Exercise brief: Filter the entries down to the lines holding "Halmahera", then copy those lines.

(Data to use begins)

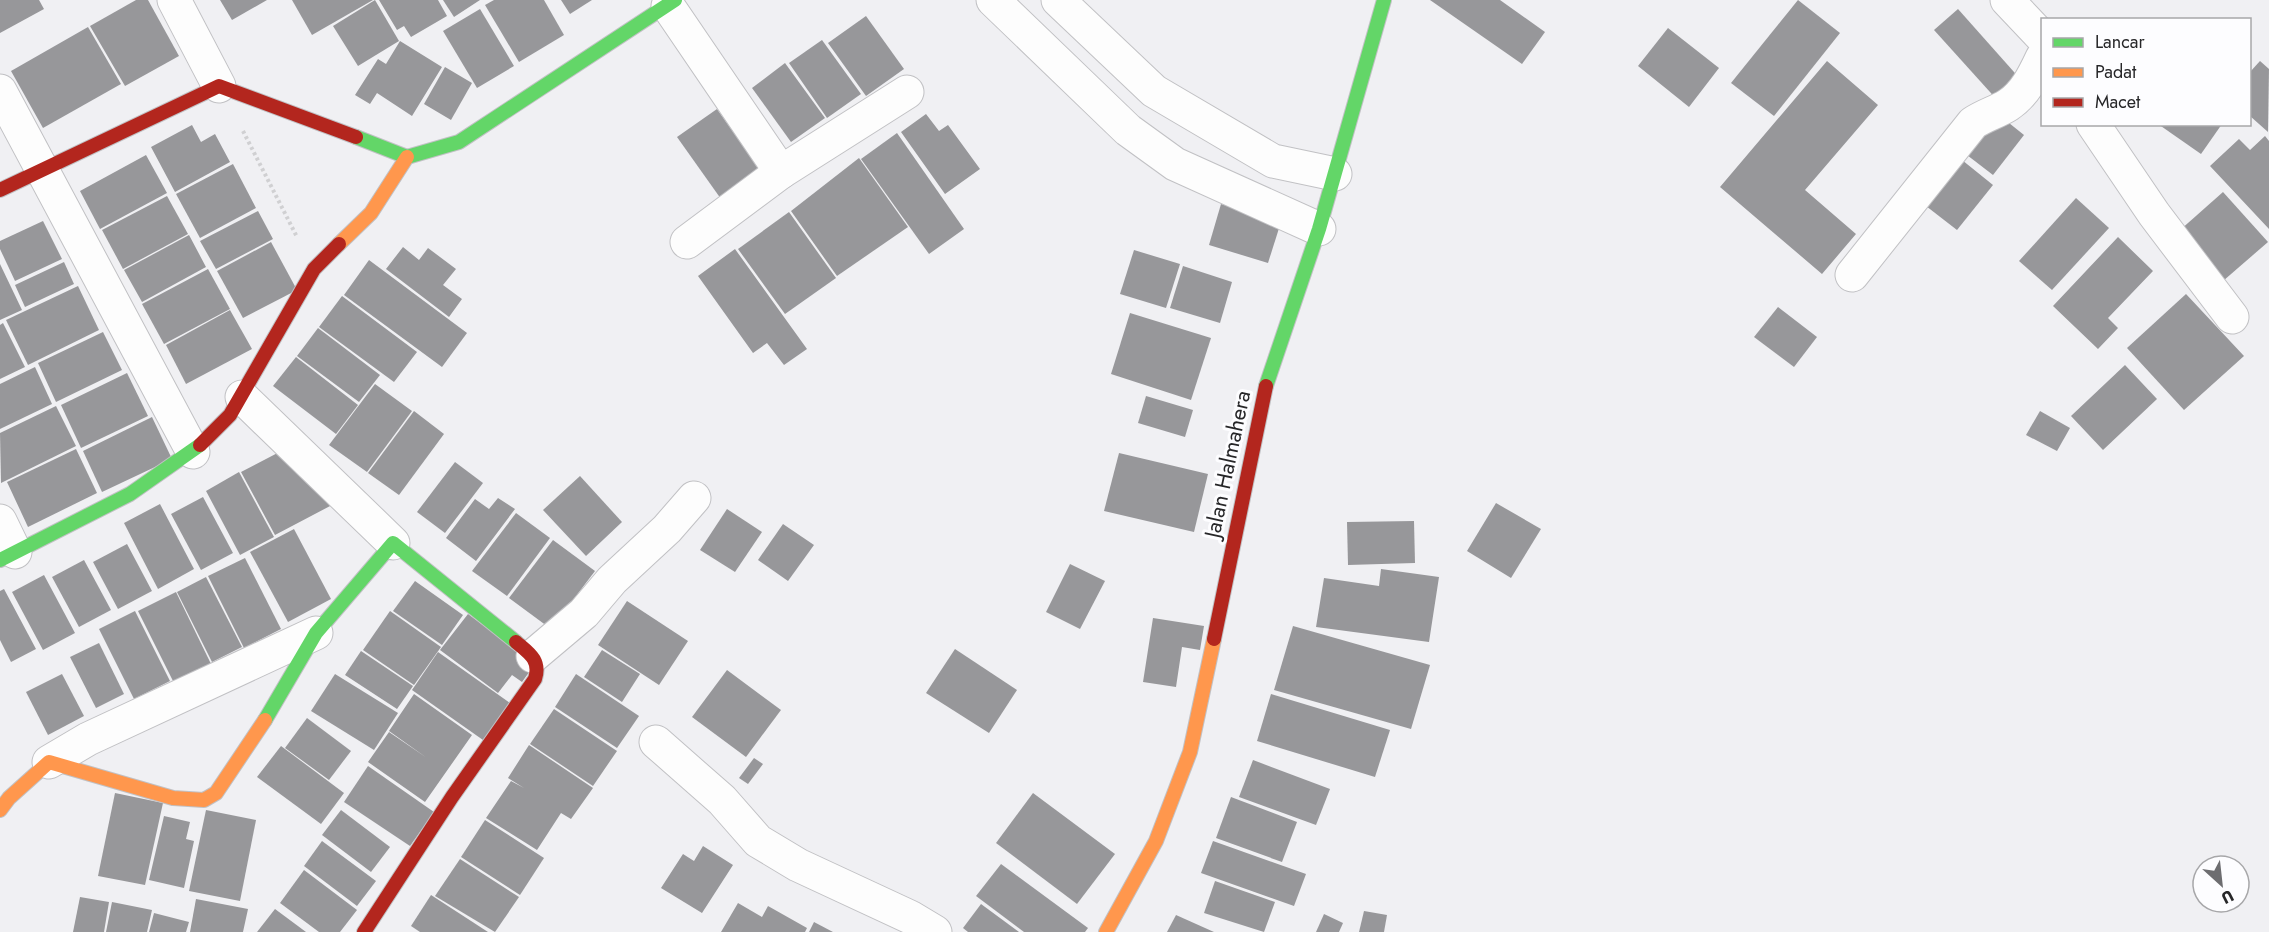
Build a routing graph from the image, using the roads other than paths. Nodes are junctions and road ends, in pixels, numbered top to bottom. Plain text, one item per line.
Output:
1 (174, 0) edge
2 (993, 0) edge
3 (1058, 0) edge
4 (1384, 0) edge
5 (2007, 0) edge
6 (672, 3) edge
7 (2041, 35) edge
8 (2041, 62) edge
9 (219, 86) junction
10 (0, 91) edge
11 (907, 92) dead end
12 (2094, 126) edge
13 (407, 158) junction
14 (43, 169) junction
15 (781, 172) junction
16 (1335, 174) junction
17 (0, 190) edge
18 (1319, 229) junction
19 (687, 242) dead end
20 (1852, 274) dead end
21 (2232, 317) dead end
22 (242, 397) junction
23 (193, 452) junction
24 (694, 498) dead end
25 (0, 521) edge
26 (393, 543) junction
27 (8, 556) edge
28 (316, 633) junction
29 (533, 656) junction
30 (656, 742) dead end
31 (49, 762) junction
32 (0, 810) edge
33 (364, 932) edge
34 (935, 932) edge
35 (1106, 932) edge

1 - 9 street
2 - 18 street
3 - 16 street
4 - 16 street, Jalan Halmahera
5 - 7 street
6 - 13 street
6 - 15 street
8 - 20 street
9 - 13 street
9 - 14 street
10 - 14 street
11 - 15 street
12 - 21 street
13 - 22 street
14 - 17 street
14 - 23 street
15 - 19 street
16 - 18 street, Jalan Halmahera
18 - 35 street, Jalan Halmahera
22 - 23 street
22 - 26 street
23 - 27 street
24 - 29 street
25 - 27 street
26 - 28 street
26 - 29 street
28 - 31 street
28 - 31 street
29 - 33 street
30 - 34 street
31 - 32 street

(Data to use ends)

Problem solution:
4 - 16 street, Jalan Halmahera
16 - 18 street, Jalan Halmahera
18 - 35 street, Jalan Halmahera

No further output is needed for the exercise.